Augustine and the Power of Relics

What renewed my fascination with this topic is a testimony from a member of this site on how God healed his wife of congestive heart failure. When his prayers for her healing were of no avail, he asked a prayer group to pray for her. When that didn't work, he went to the tomb of a saint in Italy, touched it reverently, prayed for her healing, and secured the miracle! I don't recall who posted this testimony and I will try to track it down.

I was reminded of my friend Dick who visited the house of the Virgin Mary at Ephesus. He made this trip despite torn ligaments and bad arthritis in his knee. When a Turkish lady saw him limping badly, she recommended that he bottle some water from the nearby spigot that drew water from Mary's healing spring. Dick did so just to be polite and returned to his hotel. Seeing his pain, his wife Mary Ann urged him to pour the water on his knee, but Dick protested, "Why, it's just water; it won't make a difference." She replied, "But what do you have to lose?" So he poured the Marian water just to get Mary Ann off his back. He felt better, but attributed this to the placebo effect.

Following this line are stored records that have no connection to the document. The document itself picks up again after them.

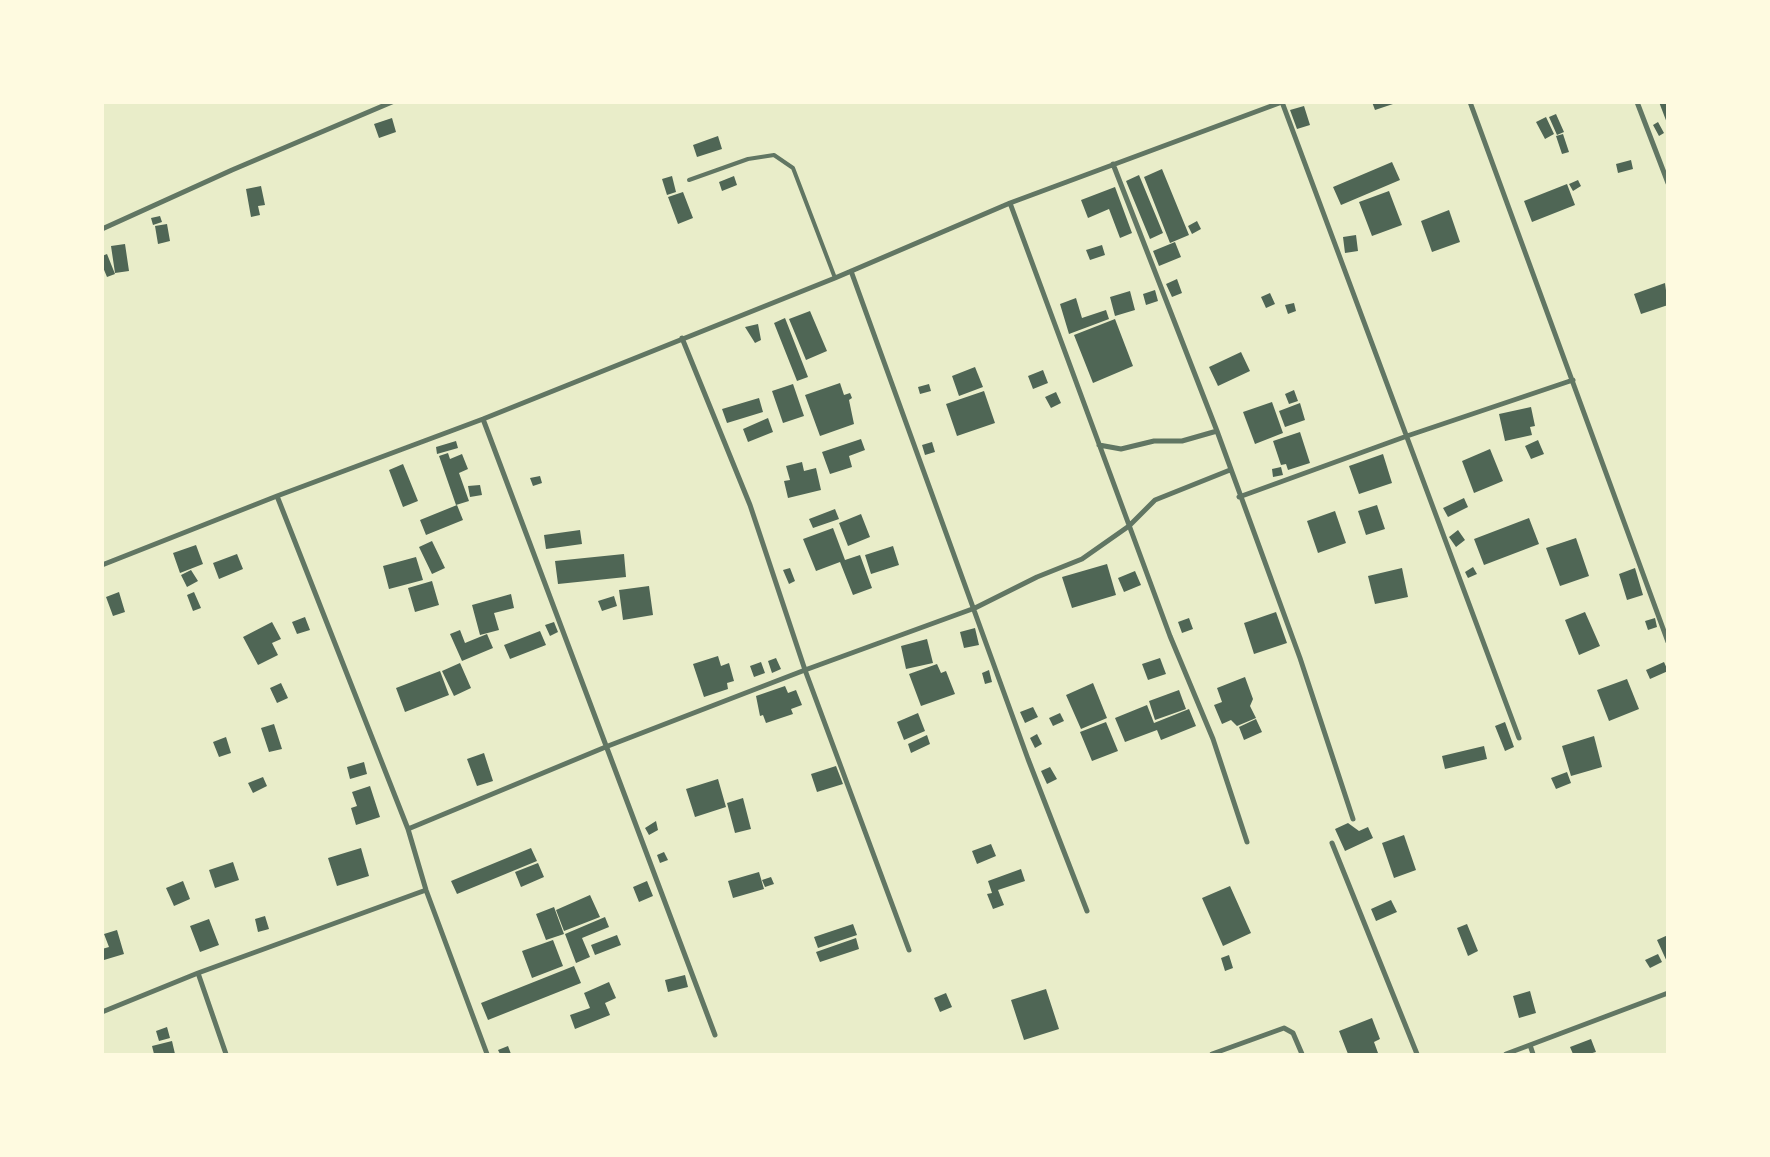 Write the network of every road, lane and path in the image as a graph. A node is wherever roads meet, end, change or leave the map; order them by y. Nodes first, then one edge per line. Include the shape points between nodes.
1 (392, 102) edge
2 (1470, 102) edge
3 (1637, 102) edge
4 (1113, 164) junction
5 (689, 180) dead end
6 (1668, 183) edge
7 (1010, 204) junction
8 (102, 229) edge
9 (851, 271) junction
10 (835, 278) junction
11 (682, 338) junction
12 (1573, 380) junction
13 (483, 419) junction
14 (1217, 431) junction
15 (1407, 436) junction
16 (1100, 445) junction
17 (1230, 470) junction
18 (277, 496) junction
19 (1239, 497) junction
20 (1129, 526) junction
21 (102, 565) edge
22 (975, 608) junction
23 (1668, 642) edge
24 (806, 670) junction
25 (1519, 738) dead end
26 (608, 746) junction
27 (1353, 819) dead end
28 (408, 829) junction
29 (1247, 842) dead end
30 (1332, 843) dead end
31 (426, 890) junction
32 (1087, 911) dead end
33 (909, 950) dead end
34 (198, 973) junction
35 (1668, 993) edge
36 (102, 1012) edge
37 (715, 1035) dead end
38 (1530, 1045) junction
39 (226, 1054) edge
40 (487, 1054) edge
41 (1212, 1054) edge
42 (1302, 1054) edge
43 (1417, 1054) edge
44 (1506, 1054) edge
45 (1533, 1054) edge

1 - 8 street
2 - 12 street
3 - 6 street
4 - 7 street
4 - 14 street
4 - 15 street via 1282,102
5 - 10 lane via 748,159 774,155 794,168
7 - 9 street
7 - 16 street
9 - 10 street
9 - 22 street
10 - 11 street
11 - 13 street
11 - 24 street via 750,505
12 - 15 street
12 - 23 street
13 - 18 street
13 - 26 street
14 - 16 street via 1182,441 1154,441 1121,449
14 - 17 street
15 - 19 street
15 - 25 street
16 - 20 street
17 - 19 street
17 - 20 street via 1155,500
18 - 21 street
18 - 28 street
19 - 27 street via 1300,658
20 - 22 street via 1082,559
20 - 29 street via 1213,739
22 - 24 street
22 - 32 street via 1028,759
24 - 26 street
24 - 33 street
26 - 28 street
26 - 37 street
28 - 31 street
30 - 43 street
31 - 34 street
31 - 40 street
34 - 36 street
34 - 39 street
35 - 38 street
38 - 44 street
38 - 45 street
41 - 42 street via 1284,1028 1293,1032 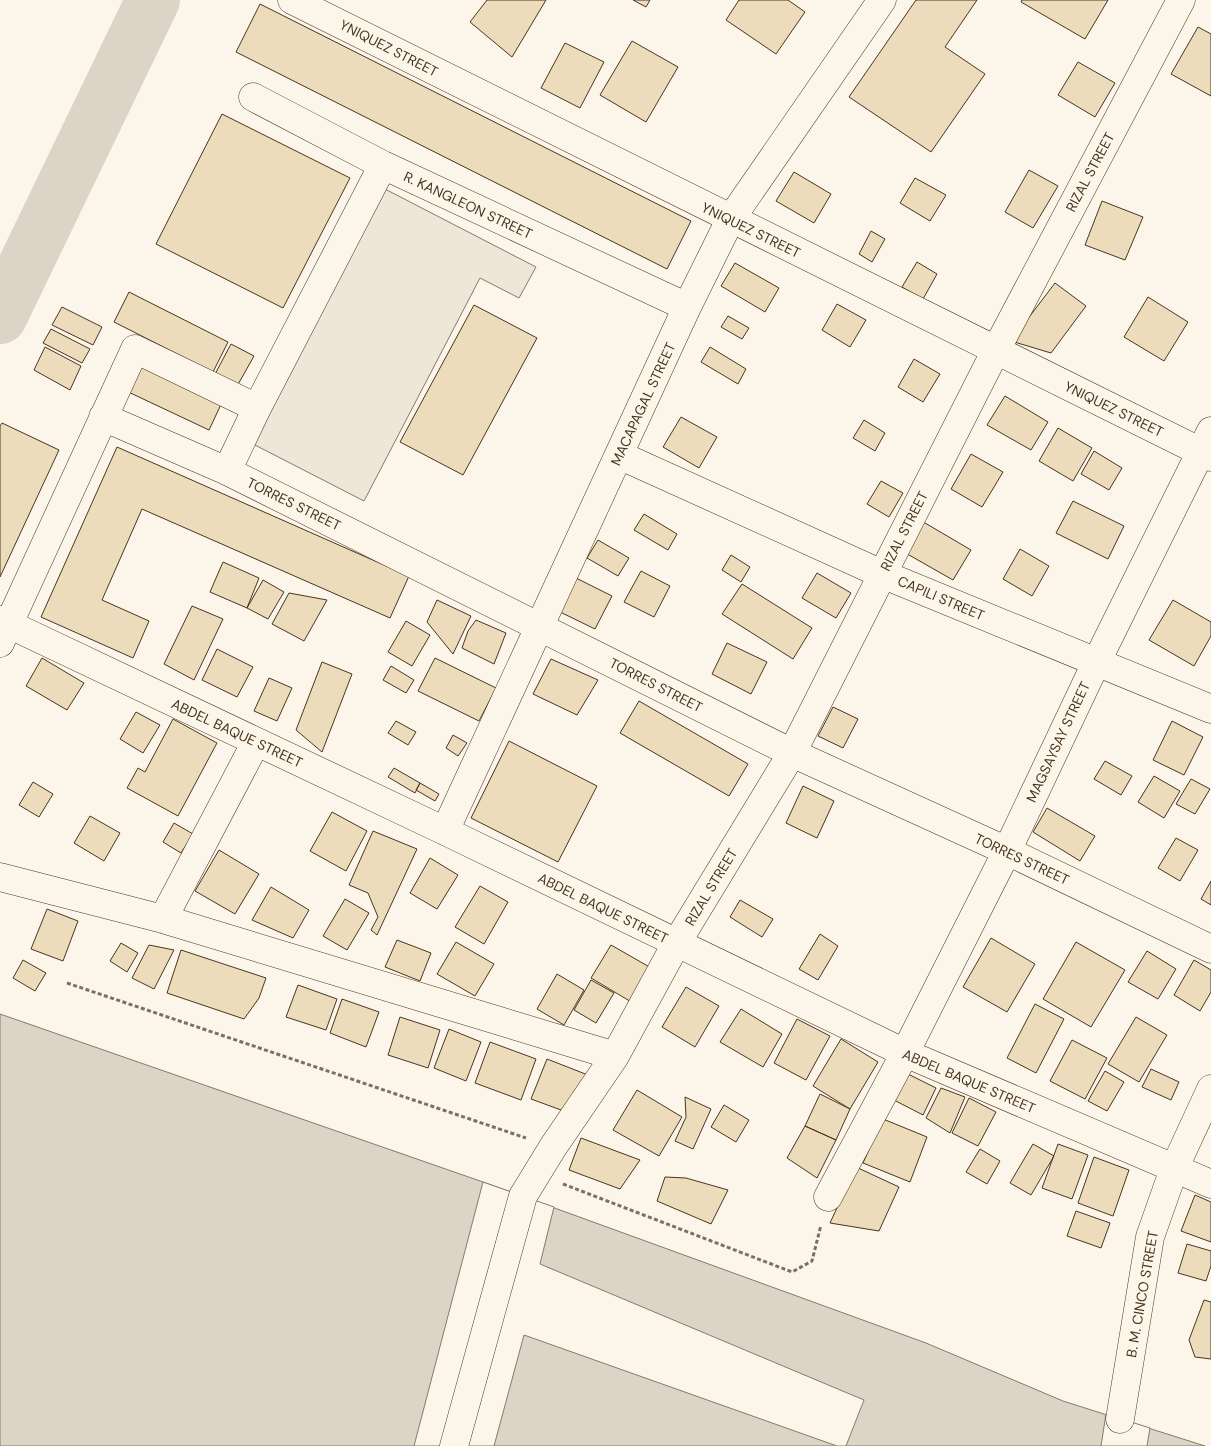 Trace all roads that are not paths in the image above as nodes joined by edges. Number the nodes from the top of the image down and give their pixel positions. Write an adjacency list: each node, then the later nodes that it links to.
1 (292, 0): 6 (street, YNIQUEZ STREET)
2 (882, 0): 6 (street, MACAPAGAL STREET)
3 (1181, 0): 8 (street, RIZAL STREET)
4 (253, 97): 5 (street, R. KANGLEON STREET)
5 (383, 165): 7 (street, R. KANGLEON STREET); 9 (street)
6 (730, 220): 7 (street, MACAPAGAL STREET); 8 (street, YNIQUEZ STREET)
7 (687, 307): 12 (street, MACAPAGAL STREET)
8 (996, 350): 11 (street, YNIQUEZ STREET); 14 (street, RIZAL STREET)
9 (258, 408): 10 (street); 13 (street)
10 (103, 417): 13 (street, TORRES STREET); 16 (street)
11 (1207, 446): 17 (street, MAGSAYSAY STREET)
12 (619, 455): 14 (street, CAPILI STREET); 15 (street, MACAPAGAL STREET)
13 (227, 471): 15 (street, TORRES STREET)
14 (882, 574): 17 (street, CAPILI STREET); 20 (street, RIZAL STREET)
15 (540, 626): 20 (street, TORRES STREET); 21 (street, MACAPAGAL STREET)
16 (3, 629): 19 (street, ABDEL BAQUE STREET)
17 (1096, 663): 18 (street, CAPILI STREET); 22 (street, MAGSAYSAY STREET)
18 (1211, 709)
19 (256, 742): 21 (street, ABDEL BAQUE STREET); 24 (street)
20 (792, 753): 22 (street, TORRES STREET); 25 (street, RIZAL STREET)
21 (445, 831): 25 (street, ABDEL BAQUE STREET)
22 (1007, 851): 26 (street, TORRES STREET); 27 (street, MAGSAYSAY STREET)
23 (0, 878): 24 (street)
24 (163, 919): 28 (street)
25 (676, 944): 27 (street, ABDEL BAQUE STREET); 28 (street, RIZAL STREET)
26 (1211, 949)
27 (905, 1053): 30 (street, ABDEL BAQUE STREET); 32 (street, MAGSAYSAY STREET)
28 (615, 1056): 34 (street, RIZAL STREET)
29 (1211, 1089): 30 (street, B. M. CINCO STREET)
30 (1174, 1170): 31 (street, ABDEL BAQUE STREET); 33 (street, B. M. CINCO STREET)
31 (1211, 1184)
32 (828, 1197)
33 (1120, 1419)
34 (454, 1446)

When he returned from his vacation, he was immediately scheduled for surgery by the top orthopedic surgeon in Spokane. While Dick was recovering from the anesthesia, he saw his surgeon at the foot of the bed, looking rather pale. The surgeon said, 'I don't understand it; we had MRIs on your knee, but when we cut you open, your knee was perfectly normal and even your arthritis was gone!"

I'm not Catholic; I'm a member of a weekly evangelical prayer group. We have witnessed some marvelous healings and other answers to prayer, but I am often haunted by some of our apparently unanswered prayers. I view the overhasty thought, "It must not have been God's will," as a cop-out that might mask deficiencies in my faith and approach to prayer. So I have been obsessed with the question of unknown laws of consciousness, faith, and effective prayer that might make our prayer ministry more effective and I'm eager to learn from out of the box methods of Christian healing.